Candidate bios for kids: Ooops, a few errors
Even as pundits were preparing to critique the performances of John McCain and Barack Obama in last night's debate, a San Francisco librarian was offering a few thoughts of her own on the biographies written about the two candidates for children.
The San Francisco Chronicle yesterday published a review by Susan Faust, a librarian at San Francisco's Katherine Delmar Burke School, of both Meghan McCain's book "My Dad, John McCain" and poet Nikki Grimes's "Barack Obama: Son of Promise, Child of Hope."
Faust ultimately concludes her review by praising both books as "well-intentioned," but she has a few faults to find on to the road to that final assessment.
Megan McCain, she notes, "amplifies familiar territory" in her father's life (his rebellious youth, naval service, five years in Hanoi as a POW, four years as a US representative from Arizona) and lists his qualifications for the presidency.

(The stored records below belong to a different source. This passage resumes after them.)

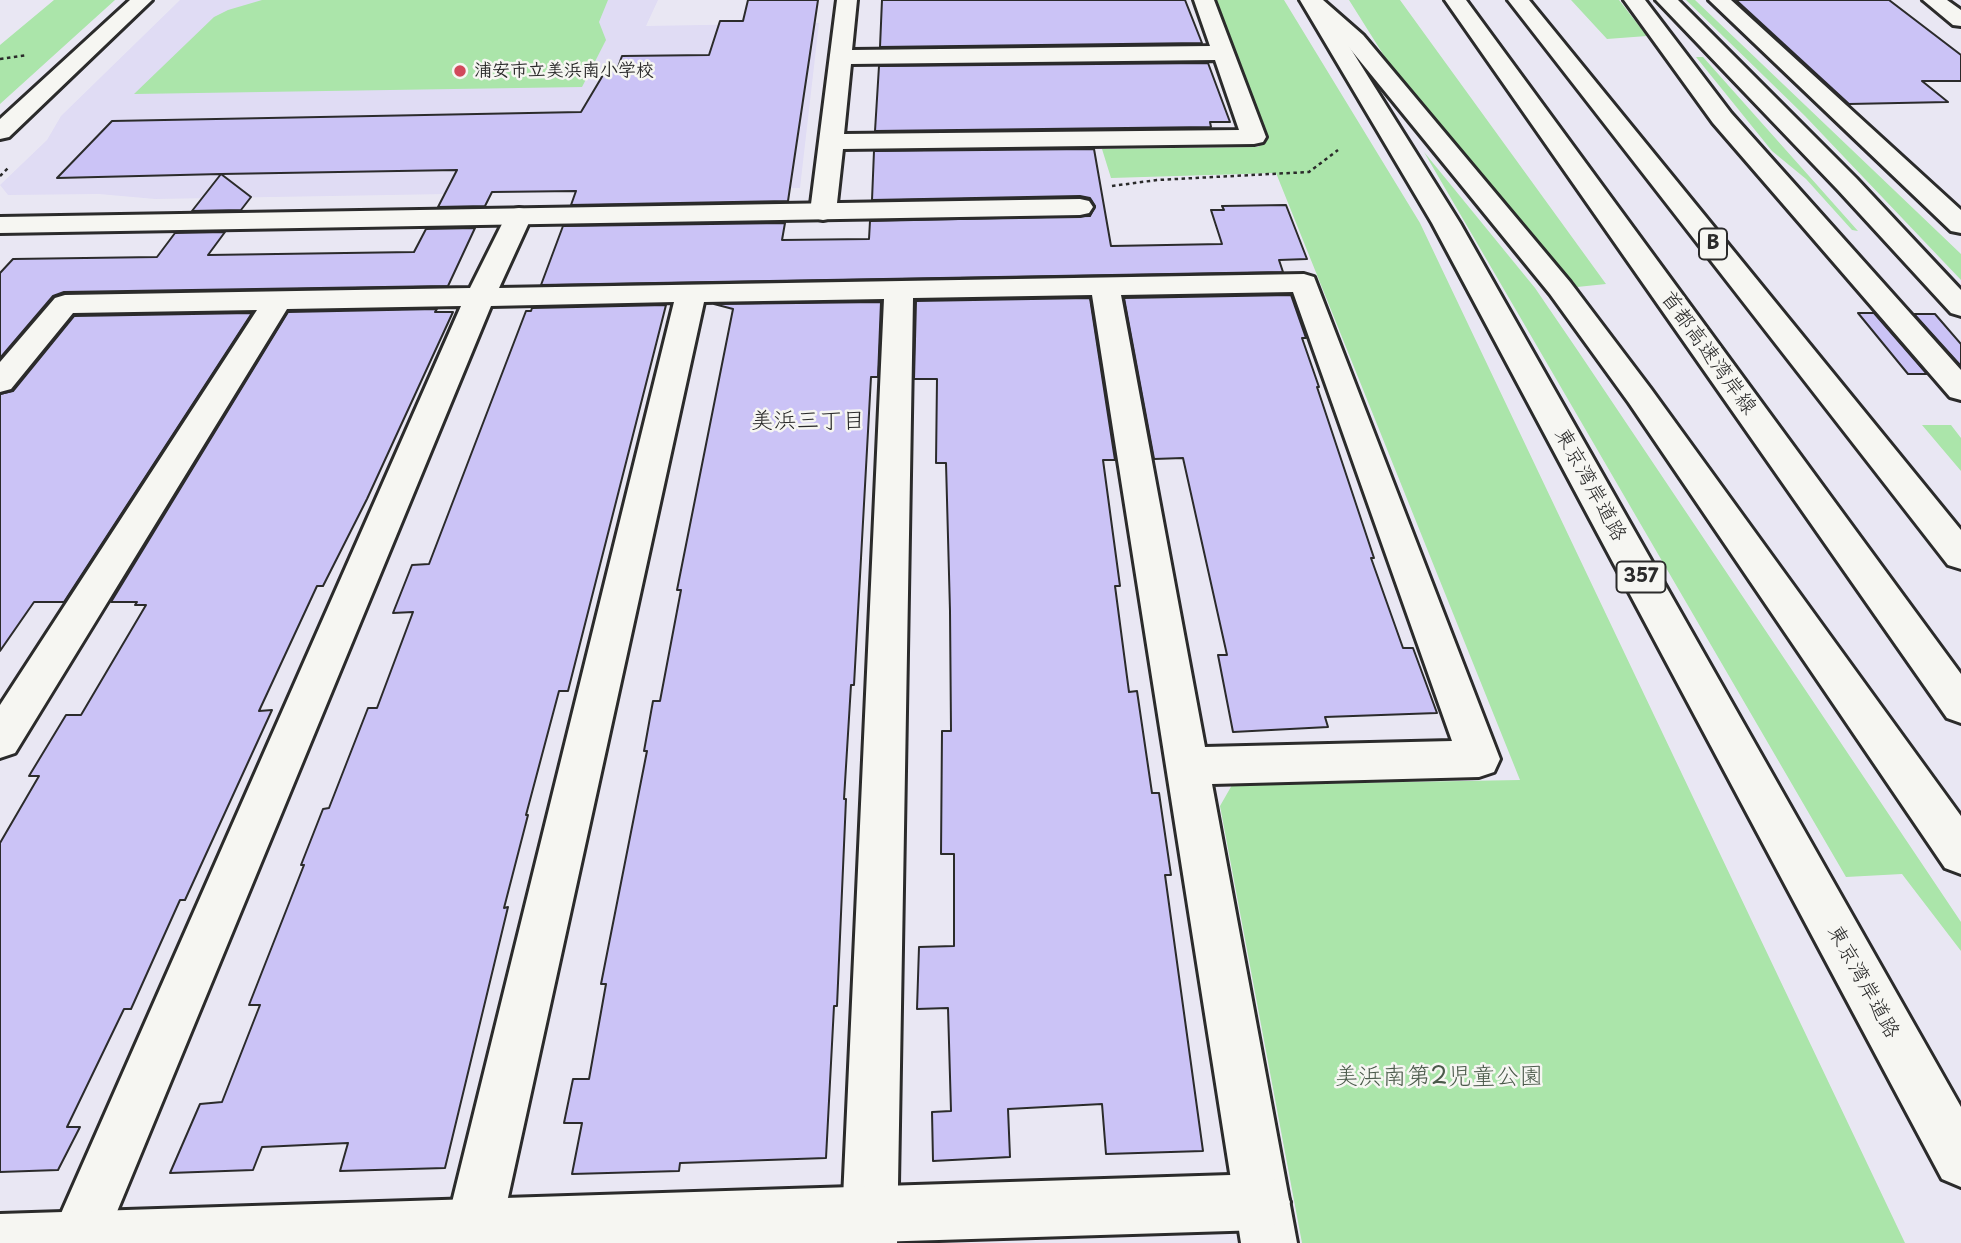 <!DOCTYPE html>
<html>
<head>
<meta charset="utf-8">
<style>
  body { margin:0 }
  canvas { display:block; background:#e9e7f3 }
</style>
</head>
<body>
<canvas width="1961" height="1243"></canvas>
<script>
const ctx = document.querySelector('canvas').getContext('2d');
ctx.lineJoin = 'round';
function fill(path, color) {
  ctx.fillStyle = color;
  ctx.fill(path, 'evenodd');
}
function toPath(rows) {
  const path = new Path2D();
  for (const r of rows) {
    path.moveTo(r[0], r[1]);
    for (let i = 2; i < r.length; i += 2) path.lineTo(r[i], r[i + 1]);
  }
  return path;
}
function stroke(path, color, width, dash) {
  ctx.strokeStyle = color;
  ctx.lineWidth = width;
  ctx.lineCap = dash ? 'butt' : 'round';
  ctx.setLineDash(dash || []);
  ctx.stroke(path);
}
function drawText(font, color, halo, rows, align = 'center') {
  ctx.font = font + ' "Playpen Sans","Klee One",sans-serif';
  ctx.lineWidth = 5;
  ctx.setLineDash([]);
  ctx.textBaseline = 'middle';
  ctx.strokeStyle = halo;
  ctx.fillStyle = color;
  for (const [text, x, y, turn = 0] of rows) {
    ctx.save();
    ctx.translate(x, y);
    ctx.rotate((+turn || 0) * Math.PI / 180);
    ctx.textAlign = isNaN(turn) ? turn : align;
    if (halo) ctx.strokeText(text, 0, 0);
    ctx.fillText(text, 0, 0);
    ctx.restore();
  }
}
fill(toPath([
  [180,0,658,0,646,26,819,23,800,188,155,199,99,194,8,195,0,185,47,140,61,116]
]), '#e0dcf4');
fill(toPath([
  [54,0,115,0,0,104,0,45],
  [262,0,608,0,599,22,606,40,582,87,134,94,214,17,228,10],
  [1206,0,1284,0,1420,223,1905,1243,1302,1243,1220,806,1232,785,1520,780,1276,173,1111,178,1102,149,1258,147,1263,143],
  [1349,0,1400,0,1606,284,1577,287,1388,62],
  [1571,0,1619,0,1647,36,1607,39],
  [1686,0,1695,0,1961,254,1961,280,1805,116],
  [1696,57,1703,57,1858,231,1852,230,1806,179,1772,151],
  [1424,152,1535,288,1578,351,1961,922,1961,951,1902,874,1846,877],
  [1922,425,1951,425,1961,438,1961,471]
]), '#abe5aa');
const building = toPath([
  [748,0,818,0,788,201,571,205,576,191,492,192,485,206,438,207,457,170,221,174,251,197,241,210,192,211,221,174,57,178,112,121,581,112,606,70,617,70,622,56,709,55,720,21,743,21,748,0],
  [882,0,1185,0,1202,43,880,47,882,0],
  [1736,0,1889,0,1961,55,1961,81,1922,81,1948,102,1849,104,1736,0],
  [1208,63,1230,122,1210,122,1211,127,875,131,879,66,1208,63],
  [1094,149,1111,246,1222,244,1211,210,1224,210,1222,206,1286,205,1307,259,1279,260,1283,272,541,285,563,226,785,223,782,240,869,239,870,221,1090,216,1095,206,1090,198,1080,196,872,200,874,151,1094,149],
  [475,228,448,286,64,292,53,296,0,358,0,273,13,259,157,257,175,233,225,232,208,255,414,252,426,229,475,228],
  [1291,295,1306,338,1302,338,1319,387,1317,387,1374,558,1371,558,1403,648,1413,648,1437,713,1325,717,1328,727,1233,732,1218,655,1227,655,1183,458,1154,459,1124,298,1291,295],
  [1090,298,1115,460,1103,460,1120,586,1115,586,1129,692,1137,691,1152,793,1159,793,1171,875,1165,875,1203,1151,1106,1154,1102,1104,1008,1109,1010,1157,933,1161,932,1112,951,1111,948,1008,917,1009,919,947,954,946,954,854,941,854,942,731,951,731,950,611,946,463,936,463,937,379,914,379,916,301,1090,298],
  [881,302,878,377,871,377,854,685,851,685,844,799,846,799,837,1006,834,1006,826,1158,680,1163,679,1171,572,1174,582,1123,564,1123,573,1079,589,1079,606,984,601,984,647,751,644,751,653,701,660,701,681,590,677,590,733,309,714,304,881,302],
  [666,305,568,691,559,691,526,815,528,815,504,908,508,907,445,1168,340,1171,348,1143,262,1147,253,1170,170,1173,200,1104,222,1102,260,1005,249,1005,304,865,301,865,323,809,329,808,368,708,377,708,413,612,393,613,412,565,429,564,526,311,531,311,532,308,666,305],
  [437,309,435,312,453,312,367,499,323,586,317,586,259,711,272,710,185,900,180,900,131,1009,124,1009,67,1127,80,1127,58,1170,0,1172,0,843,39,776,29,776,66,715,81,715,146,605,135,605,137,602,111,602,288,312,437,309],
  [252,313,64,602,34,602,0,651,0,394,13,391,74,316,252,313],
  [1858,313,1874,313,1927,374,1908,374,1858,313],
  [1914,314,1935,314,1961,344,1961,366,1914,314]
]);
fill(building, '#cbc3f6');
stroke(building, '#2b2b2b', 2);
const minor = toPath([
  [837,0,857,0,852,50,1210,46,1194,0,1214,0,1266,137,1263,142,1254,144,843,149,836,212,832,218,823,220,814,218,810,212,837,0],
  [1215,60,1239,130,844,134,851,64,1215,60],
  [1709,0,1731,0,1961,210,1961,233,1951,231,1709,0],
  [1923,0,1947,0,1961,10,1961,26,1953,25,1923,0],
  [519,208,529,210,532,216,499,288,1304,274,1314,277,1500,759,1494,772,1479,777,1212,784,1297,1243,1241,1243,1092,295,913,298,897,1243,841,1243,884,299,704,302,498,1243,442,1243,674,302,491,306,104,1243,48,1243,461,306,287,309,15,753,0,758,0,705,257,310,73,313,11,389,0,392,0,362,55,298,65,295,470,288,509,210,519,208],
  [1293,292,1452,741,1205,747,1121,295,1293,292]
]);
const tertiary = toPath([
  [130,0,152,0,9,137,0,139,0,119,130,0],
  [1080,199,1089,201,1093,207,1089,213,1080,215,0,233,0,217,1080,199],
  [1262,1174,1281,1183,1290,1202,1281,1221,1262,1230,842,1243,0,1243,0,1214,1262,1174]
]);
const trunk = toPath([
  [1300,0,1320,0,1460,223,1961,1107,1961,1187,1942,1179,1432,223,1300,0],
  [1656,0,1678,0,1856,178,1961,290,1961,316,1951,313,1838,190,1656,0]
]);
const motorway = toPath([
  [1301,0,1323,0,1363,35,1570,282,1651,389,1961,816,1961,874,1945,868,1629,403,1550,294,1347,45,1301,0],
  [1445,0,1466,0,1961,674,1961,723,1947,718,1445,0],
  [1508,0,1529,0,1961,530,1961,569,1948,565,1508,0],
  [1624,0,1645,0,1731,113,1961,370,1961,400,1950,397,1713,123,1624,0]
]);
stroke(minor, '#2b2b2b', 6);
stroke(tertiary, '#2b2b2b', 6);
stroke(trunk, '#2b2b2b', 6);
stroke(motorway, '#2b2b2b', 6);
stroke(toPath([
  [0,59,27,55],
  [0,176,9,167],
  [1112,186,1157,180,1309,172,1338,150]
]), '#2b2b2b', 2.5, [3.5, 3.5]);
fill(minor, '#f6f6f2');
fill(tertiary, '#f6f6f2');
fill(trunk, '#f6f6f2');
fill(motorway, '#f6f6f2');
for (const [x, y, r, color] of [
  [460,71,7,"#d1495b"]
]) {
  const dot = new Path2D();
  dot.arc(x, y, r, 0, 2 * Math.PI);
  ctx.fillStyle = color;
  ctx.fill(dot);
  stroke(dot, '#f6f6f2', 2.5);
}
drawText('bold 18px', '#2b2b2b', '#f6f6f2', [
  ["浦安市立美浜南小学校",474,71]
], 'left');
for (const [x, y, w] of [
  [1713,244,28],
  [1641,577,49]
]) {
  const box = new Path2D();
  box.roundRect(x - w / 2, y - 15.5, w, 31, 5);
  ctx.fillStyle = '#f6f6f2';
  ctx.fill(box);
  stroke(box, '#2b2b2b', 2);
}
drawText('bold 19px', '#2b2b2b', null, [
  ["B",1713,244],
  ["357",1641,577]
]);
drawText('21px', '#2b2b2b', '#f6f6f2', [
  ["首都高速湾岸線",1708,353,54],
  ["東京湾岸道路",1590,485,61],
  ["東京湾岸道路",1863,982,61]
]);
drawText('23px', '#2b2b2b', '#f6f6f2', [
  ["美浜三丁目",808,422]
]);
drawText('24px', '#4b5a4b', '#f6f6f2', [
  ["美浜南第2児童公園",1439,1077]
]);
</script>
</body>
</html>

But there are "some puzzling lapses," Faust writes. For instance, the family that McCain had before he married Meghan's mom Cindy goes unmentioned. It may not be easy for a child to think about a parent's first, failed marriage but, opines Faust, Megahn McCain "is a grown-up, a professional blogger who could have found a graceful way" to do so.
"Also MIA," she writes, "is anything about McCain's storied career as a senator," an omission that Faust feels gives "an oversimplified picture of a complex man."
Faust is more enthusiastic about "Barack Obama: Son of Promise, Child of Hope," but here, too, notes a few problems. For one, she doesn't feel the book's structure (a boy's mother is answering her son's questions about Obama) always works. Then she notes a factual error: Obama says that as he ponders a run for the presidency he sees "the ghosts of his parents,/of Gramps and Toot,/ of Martin Luther King Jr. and JFK."
"All well and good," Faust writes, "except that Toot, Obama's Kansas-born grandmother, is alive and living in Hawaii."
Oh well.
"One hopes," Faust adds, "that kids will get more honesty and accuracy from the candidates themselves."